***** SUPPLIED INFORMATION

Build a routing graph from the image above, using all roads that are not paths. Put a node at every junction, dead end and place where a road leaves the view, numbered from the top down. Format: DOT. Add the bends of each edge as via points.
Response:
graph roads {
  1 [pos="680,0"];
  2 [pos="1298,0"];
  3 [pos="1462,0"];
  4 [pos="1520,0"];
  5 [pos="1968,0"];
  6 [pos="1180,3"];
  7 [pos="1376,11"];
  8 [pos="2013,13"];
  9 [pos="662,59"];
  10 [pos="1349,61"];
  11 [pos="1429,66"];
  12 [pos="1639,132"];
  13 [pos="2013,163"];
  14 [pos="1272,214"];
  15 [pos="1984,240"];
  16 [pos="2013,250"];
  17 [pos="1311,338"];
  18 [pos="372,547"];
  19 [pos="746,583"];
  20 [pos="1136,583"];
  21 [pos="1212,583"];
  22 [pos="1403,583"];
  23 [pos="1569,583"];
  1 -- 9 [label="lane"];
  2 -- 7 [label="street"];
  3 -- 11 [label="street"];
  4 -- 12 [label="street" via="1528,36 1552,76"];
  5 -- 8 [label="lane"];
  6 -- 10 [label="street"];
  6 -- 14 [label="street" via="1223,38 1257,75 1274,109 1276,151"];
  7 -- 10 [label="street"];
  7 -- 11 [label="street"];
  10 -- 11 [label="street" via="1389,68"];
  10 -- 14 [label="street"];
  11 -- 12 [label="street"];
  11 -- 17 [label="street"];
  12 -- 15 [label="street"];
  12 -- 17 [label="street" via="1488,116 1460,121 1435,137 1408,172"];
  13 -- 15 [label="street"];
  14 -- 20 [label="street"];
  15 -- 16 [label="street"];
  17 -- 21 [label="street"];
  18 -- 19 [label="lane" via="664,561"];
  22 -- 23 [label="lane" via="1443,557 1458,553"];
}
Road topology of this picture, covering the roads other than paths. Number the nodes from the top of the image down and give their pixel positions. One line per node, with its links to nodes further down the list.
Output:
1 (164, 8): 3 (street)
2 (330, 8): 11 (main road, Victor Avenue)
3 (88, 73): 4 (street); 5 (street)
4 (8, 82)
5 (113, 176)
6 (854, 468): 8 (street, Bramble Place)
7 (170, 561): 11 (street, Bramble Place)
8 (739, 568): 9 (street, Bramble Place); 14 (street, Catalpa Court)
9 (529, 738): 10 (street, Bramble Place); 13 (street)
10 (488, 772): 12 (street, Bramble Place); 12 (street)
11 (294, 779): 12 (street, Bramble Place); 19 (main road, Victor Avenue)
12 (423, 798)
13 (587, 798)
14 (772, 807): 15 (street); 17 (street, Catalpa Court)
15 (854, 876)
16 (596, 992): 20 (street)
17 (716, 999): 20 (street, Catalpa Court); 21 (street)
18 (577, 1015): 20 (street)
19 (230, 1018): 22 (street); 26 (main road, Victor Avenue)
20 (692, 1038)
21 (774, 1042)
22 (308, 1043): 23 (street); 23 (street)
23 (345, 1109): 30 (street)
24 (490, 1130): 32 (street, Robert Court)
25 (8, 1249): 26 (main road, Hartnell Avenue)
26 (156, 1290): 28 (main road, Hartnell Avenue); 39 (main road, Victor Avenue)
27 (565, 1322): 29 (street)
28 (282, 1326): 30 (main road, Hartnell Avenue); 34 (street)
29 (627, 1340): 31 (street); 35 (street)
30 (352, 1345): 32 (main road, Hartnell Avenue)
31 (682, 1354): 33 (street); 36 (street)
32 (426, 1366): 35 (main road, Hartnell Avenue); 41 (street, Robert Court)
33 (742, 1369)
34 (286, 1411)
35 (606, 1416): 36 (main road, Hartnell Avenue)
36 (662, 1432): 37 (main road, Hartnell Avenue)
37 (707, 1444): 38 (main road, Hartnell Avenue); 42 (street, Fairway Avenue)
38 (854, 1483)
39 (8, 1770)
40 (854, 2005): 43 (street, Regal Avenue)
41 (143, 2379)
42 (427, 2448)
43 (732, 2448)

**********

ASSIGNMENT ::
All of the entries are to be transcribed exactly.

RESPONSE TO THIS EXERCISE ::
Build a routing graph from the image above, using all roads that are not paths. Put a node at every junction, dead end and place where a road leaves the view, numbered from the top down. Format: DOT. Add the bends of each edge as via points.
Response:
graph roads {
  1 [pos="680,0"];
  2 [pos="1298,0"];
  3 [pos="1462,0"];
  4 [pos="1520,0"];
  5 [pos="1968,0"];
  6 [pos="1180,3"];
  7 [pos="1376,11"];
  8 [pos="2013,13"];
  9 [pos="662,59"];
  10 [pos="1349,61"];
  11 [pos="1429,66"];
  12 [pos="1639,132"];
  13 [pos="2013,163"];
  14 [pos="1272,214"];
  15 [pos="1984,240"];
  16 [pos="2013,250"];
  17 [pos="1311,338"];
  18 [pos="372,547"];
  19 [pos="746,583"];
  20 [pos="1136,583"];
  21 [pos="1212,583"];
  22 [pos="1403,583"];
  23 [pos="1569,583"];
  1 -- 9 [label="lane"];
  2 -- 7 [label="street"];
  3 -- 11 [label="street"];
  4 -- 12 [label="street" via="1528,36 1552,76"];
  5 -- 8 [label="lane"];
  6 -- 10 [label="street"];
  6 -- 14 [label="street" via="1223,38 1257,75 1274,109 1276,151"];
  7 -- 10 [label="street"];
  7 -- 11 [label="street"];
  10 -- 11 [label="street" via="1389,68"];
  10 -- 14 [label="street"];
  11 -- 12 [label="street"];
  11 -- 17 [label="street"];
  12 -- 15 [label="street"];
  12 -- 17 [label="street" via="1488,116 1460,121 1435,137 1408,172"];
  13 -- 15 [label="street"];
  14 -- 20 [label="street"];
  15 -- 16 [label="street"];
  17 -- 21 [label="street"];
  18 -- 19 [label="lane" via="664,561"];
  22 -- 23 [label="lane" via="1443,557 1458,553"];
}
Road topology of this picture, covering the roads other than paths. Number the nodes from the top of the image down and give their pixel positions. One line per node, with its links to nodes further down the list.
Output:
1 (164, 8): 3 (street)
2 (330, 8): 11 (main road, Victor Avenue)
3 (88, 73): 4 (street); 5 (street)
4 (8, 82)
5 (113, 176)
6 (854, 468): 8 (street, Bramble Place)
7 (170, 561): 11 (street, Bramble Place)
8 (739, 568): 9 (street, Bramble Place); 14 (street, Catalpa Court)
9 (529, 738): 10 (street, Bramble Place); 13 (street)
10 (488, 772): 12 (street, Bramble Place); 12 (street)
11 (294, 779): 12 (street, Bramble Place); 19 (main road, Victor Avenue)
12 (423, 798)
13 (587, 798)
14 (772, 807): 15 (street); 17 (street, Catalpa Court)
15 (854, 876)
16 (596, 992): 20 (street)
17 (716, 999): 20 (street, Catalpa Court); 21 (street)
18 (577, 1015): 20 (street)
19 (230, 1018): 22 (street); 26 (main road, Victor Avenue)
20 (692, 1038)
21 (774, 1042)
22 (308, 1043): 23 (street); 23 (street)
23 (345, 1109): 30 (street)
24 (490, 1130): 32 (street, Robert Court)
25 (8, 1249): 26 (main road, Hartnell Avenue)
26 (156, 1290): 28 (main road, Hartnell Avenue); 39 (main road, Victor Avenue)
27 (565, 1322): 29 (street)
28 (282, 1326): 30 (main road, Hartnell Avenue); 34 (street)
29 (627, 1340): 31 (street); 35 (street)
30 (352, 1345): 32 (main road, Hartnell Avenue)
31 (682, 1354): 33 (street); 36 (street)
32 (426, 1366): 35 (main road, Hartnell Avenue); 41 (street, Robert Court)
33 (742, 1369)
34 (286, 1411)
35 (606, 1416): 36 (main road, Hartnell Avenue)
36 (662, 1432): 37 (main road, Hartnell Avenue)
37 (707, 1444): 38 (main road, Hartnell Avenue); 42 (street, Fairway Avenue)
38 (854, 1483)
39 (8, 1770)
40 (854, 2005): 43 (street, Regal Avenue)
41 (143, 2379)
42 (427, 2448)
43 (732, 2448)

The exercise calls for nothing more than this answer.